OKLAHOMA CITY (KFOR) – Crime rates in Oklahoma City have continued their steady decline over recent years. Officials with the Oklahoma City Police Department told KFOR they believe it’s for a variety of reasons.

“Crime is trending downward. It has been for several years now. Obviously, we’re happy to see that,” M.Sgt. Gary Knight with the Oklahoma City Police Department said.

Oklahoma City Mayor David Holt tweeted the encouraging news Tuesday of dropping crime over the past decade.

In 2013, there were roughly eight crimes per 1,000 people. That number has dropped to about five in 2022.

Property crimes are also down from about 133 per 1,000 households to roughly 74.

Knight said there are a variety of reasons for it.

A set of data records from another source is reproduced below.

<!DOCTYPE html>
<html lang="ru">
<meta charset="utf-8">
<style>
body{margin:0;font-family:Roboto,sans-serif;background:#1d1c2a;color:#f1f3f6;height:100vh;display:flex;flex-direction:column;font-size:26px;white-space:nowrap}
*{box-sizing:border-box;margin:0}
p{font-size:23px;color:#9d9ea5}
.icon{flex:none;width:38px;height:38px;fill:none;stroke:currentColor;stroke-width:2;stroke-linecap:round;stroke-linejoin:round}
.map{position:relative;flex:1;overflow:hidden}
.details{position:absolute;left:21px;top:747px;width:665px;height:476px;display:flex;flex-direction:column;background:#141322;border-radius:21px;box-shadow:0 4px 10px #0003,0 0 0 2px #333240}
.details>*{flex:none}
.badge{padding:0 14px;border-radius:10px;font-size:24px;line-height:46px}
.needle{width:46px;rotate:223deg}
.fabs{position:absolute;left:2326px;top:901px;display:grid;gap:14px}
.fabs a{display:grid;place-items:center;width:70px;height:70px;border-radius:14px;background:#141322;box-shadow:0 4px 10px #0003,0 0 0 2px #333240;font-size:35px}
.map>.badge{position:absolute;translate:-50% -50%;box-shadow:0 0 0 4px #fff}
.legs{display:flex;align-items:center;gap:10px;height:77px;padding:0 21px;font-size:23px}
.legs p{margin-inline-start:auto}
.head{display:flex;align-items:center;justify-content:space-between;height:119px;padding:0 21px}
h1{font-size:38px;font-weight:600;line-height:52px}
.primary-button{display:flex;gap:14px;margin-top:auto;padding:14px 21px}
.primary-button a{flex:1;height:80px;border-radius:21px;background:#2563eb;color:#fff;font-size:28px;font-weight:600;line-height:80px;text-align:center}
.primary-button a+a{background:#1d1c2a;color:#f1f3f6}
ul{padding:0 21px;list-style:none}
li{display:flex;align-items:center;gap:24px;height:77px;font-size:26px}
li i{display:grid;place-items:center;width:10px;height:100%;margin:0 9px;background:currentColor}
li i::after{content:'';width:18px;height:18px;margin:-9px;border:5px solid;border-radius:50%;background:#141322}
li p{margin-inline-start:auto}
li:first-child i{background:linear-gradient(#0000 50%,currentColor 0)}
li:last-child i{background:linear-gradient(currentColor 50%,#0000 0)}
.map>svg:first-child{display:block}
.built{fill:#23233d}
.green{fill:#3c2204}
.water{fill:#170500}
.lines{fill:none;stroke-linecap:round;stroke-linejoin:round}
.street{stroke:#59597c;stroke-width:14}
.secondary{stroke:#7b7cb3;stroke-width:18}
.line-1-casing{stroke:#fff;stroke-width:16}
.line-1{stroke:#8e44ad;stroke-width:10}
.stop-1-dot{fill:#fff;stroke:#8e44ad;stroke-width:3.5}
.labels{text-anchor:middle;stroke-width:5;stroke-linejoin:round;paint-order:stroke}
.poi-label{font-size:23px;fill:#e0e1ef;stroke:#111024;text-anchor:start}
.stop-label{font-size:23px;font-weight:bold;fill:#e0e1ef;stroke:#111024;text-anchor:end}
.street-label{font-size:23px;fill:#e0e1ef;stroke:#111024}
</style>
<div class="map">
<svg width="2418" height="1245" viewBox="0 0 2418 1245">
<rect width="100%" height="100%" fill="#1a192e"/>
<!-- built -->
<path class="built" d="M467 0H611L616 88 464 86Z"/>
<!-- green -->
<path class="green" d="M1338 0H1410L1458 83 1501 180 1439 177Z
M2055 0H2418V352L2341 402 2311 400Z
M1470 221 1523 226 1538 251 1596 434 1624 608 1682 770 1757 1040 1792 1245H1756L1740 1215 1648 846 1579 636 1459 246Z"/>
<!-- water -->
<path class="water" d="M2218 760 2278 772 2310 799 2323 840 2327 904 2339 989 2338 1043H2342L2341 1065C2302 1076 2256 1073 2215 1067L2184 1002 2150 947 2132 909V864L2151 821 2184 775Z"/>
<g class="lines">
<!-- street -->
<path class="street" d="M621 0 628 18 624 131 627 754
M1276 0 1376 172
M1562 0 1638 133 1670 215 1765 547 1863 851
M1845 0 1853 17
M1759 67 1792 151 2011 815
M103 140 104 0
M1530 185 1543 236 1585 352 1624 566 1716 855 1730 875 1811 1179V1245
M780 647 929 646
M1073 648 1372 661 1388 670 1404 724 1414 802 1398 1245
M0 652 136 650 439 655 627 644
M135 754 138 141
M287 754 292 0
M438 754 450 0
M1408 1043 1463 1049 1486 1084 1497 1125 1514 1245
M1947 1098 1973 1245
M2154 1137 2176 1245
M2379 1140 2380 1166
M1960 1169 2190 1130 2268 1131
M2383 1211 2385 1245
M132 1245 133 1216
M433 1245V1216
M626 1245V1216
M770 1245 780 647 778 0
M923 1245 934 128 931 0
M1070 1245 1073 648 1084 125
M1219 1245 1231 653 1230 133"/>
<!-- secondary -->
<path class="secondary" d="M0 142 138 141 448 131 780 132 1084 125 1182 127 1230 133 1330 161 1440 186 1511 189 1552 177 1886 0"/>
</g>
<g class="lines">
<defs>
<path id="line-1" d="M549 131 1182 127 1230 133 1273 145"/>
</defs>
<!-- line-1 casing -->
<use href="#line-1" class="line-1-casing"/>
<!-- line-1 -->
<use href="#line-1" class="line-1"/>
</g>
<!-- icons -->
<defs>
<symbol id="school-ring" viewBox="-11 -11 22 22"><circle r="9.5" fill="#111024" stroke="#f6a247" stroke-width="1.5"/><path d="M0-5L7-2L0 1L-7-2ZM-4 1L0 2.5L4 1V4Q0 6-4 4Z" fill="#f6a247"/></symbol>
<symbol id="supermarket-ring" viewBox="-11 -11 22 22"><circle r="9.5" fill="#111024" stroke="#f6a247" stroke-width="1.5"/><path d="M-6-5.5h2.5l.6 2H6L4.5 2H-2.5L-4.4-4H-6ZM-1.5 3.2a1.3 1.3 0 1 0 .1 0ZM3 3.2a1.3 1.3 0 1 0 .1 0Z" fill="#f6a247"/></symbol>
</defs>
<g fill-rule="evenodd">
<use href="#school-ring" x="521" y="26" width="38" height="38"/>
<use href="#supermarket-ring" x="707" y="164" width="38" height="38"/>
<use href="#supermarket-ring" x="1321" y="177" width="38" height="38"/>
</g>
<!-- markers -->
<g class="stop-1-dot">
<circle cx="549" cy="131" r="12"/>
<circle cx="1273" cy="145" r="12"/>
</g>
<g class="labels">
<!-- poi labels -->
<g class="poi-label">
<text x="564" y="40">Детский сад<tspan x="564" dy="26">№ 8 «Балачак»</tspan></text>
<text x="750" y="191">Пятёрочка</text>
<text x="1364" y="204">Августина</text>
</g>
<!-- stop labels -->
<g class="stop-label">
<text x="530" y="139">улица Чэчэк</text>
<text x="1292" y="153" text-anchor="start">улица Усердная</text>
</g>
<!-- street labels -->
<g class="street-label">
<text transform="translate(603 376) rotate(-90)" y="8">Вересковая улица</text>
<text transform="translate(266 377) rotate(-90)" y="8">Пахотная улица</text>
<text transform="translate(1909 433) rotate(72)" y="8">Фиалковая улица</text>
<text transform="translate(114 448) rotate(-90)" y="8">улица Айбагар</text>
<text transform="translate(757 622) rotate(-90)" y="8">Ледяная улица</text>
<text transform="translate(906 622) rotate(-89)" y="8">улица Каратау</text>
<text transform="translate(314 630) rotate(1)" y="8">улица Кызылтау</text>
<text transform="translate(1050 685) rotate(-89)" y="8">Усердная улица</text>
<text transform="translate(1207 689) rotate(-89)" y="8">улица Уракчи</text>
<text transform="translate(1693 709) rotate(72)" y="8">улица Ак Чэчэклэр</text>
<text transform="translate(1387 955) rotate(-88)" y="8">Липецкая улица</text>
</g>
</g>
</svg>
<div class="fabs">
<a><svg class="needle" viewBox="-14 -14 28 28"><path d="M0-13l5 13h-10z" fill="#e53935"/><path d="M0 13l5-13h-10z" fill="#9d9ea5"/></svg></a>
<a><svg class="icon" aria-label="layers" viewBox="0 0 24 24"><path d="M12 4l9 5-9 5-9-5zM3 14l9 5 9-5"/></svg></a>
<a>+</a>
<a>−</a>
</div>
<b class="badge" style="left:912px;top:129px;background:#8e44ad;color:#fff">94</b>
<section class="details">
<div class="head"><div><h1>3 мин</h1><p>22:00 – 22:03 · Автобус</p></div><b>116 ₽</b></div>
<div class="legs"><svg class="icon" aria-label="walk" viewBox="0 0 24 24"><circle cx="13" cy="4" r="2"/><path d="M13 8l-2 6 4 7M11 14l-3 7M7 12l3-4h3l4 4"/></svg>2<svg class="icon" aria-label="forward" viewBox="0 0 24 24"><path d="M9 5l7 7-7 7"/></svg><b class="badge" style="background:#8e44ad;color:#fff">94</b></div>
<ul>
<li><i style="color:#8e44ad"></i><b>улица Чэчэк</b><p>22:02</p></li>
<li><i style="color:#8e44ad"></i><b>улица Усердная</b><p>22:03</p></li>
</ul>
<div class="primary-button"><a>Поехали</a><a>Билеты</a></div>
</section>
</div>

“Some of them, probably socioeconomic,” he said. “But there’s also, at least in this community, a very good partnership with our citizens. We are very well funded. We get amazing equipment that helps us do the things we do here, and we’ve always had real strong community support here.”

He added that with the crime they do see in the city, the driving factor is generally drugs.

“Whether it’s burglaries, robberies, things along those lines, assaults,” he said. “A lot of shootings are drug related, especially drive by shootings.”

Knight did point out there have been crime spikes in the past, despite the downward trend. There was a small upward surge in 2018.

Gun violence is a continued threat statewide.

Including suicides and accidental shootings, there are over 700 gun deaths in an average year across Oklahoma.

Gun violence can also cost the taxpayer.

According to Everystat.org, it costs almost $2,600 per taxpayer each year.

Gun deaths and injuries cost Oklahoma $10.3 billion every year and $206 million of that is paid by taxpayers.

However, in Oklahoma City, the murder rate is trending lower.

“We’ve been very fortunate to see it going down, especially in the area of persons crimes, which is assaults, homicides, things like that,” Knight said. “But anyway, I hope that crime trend continues.”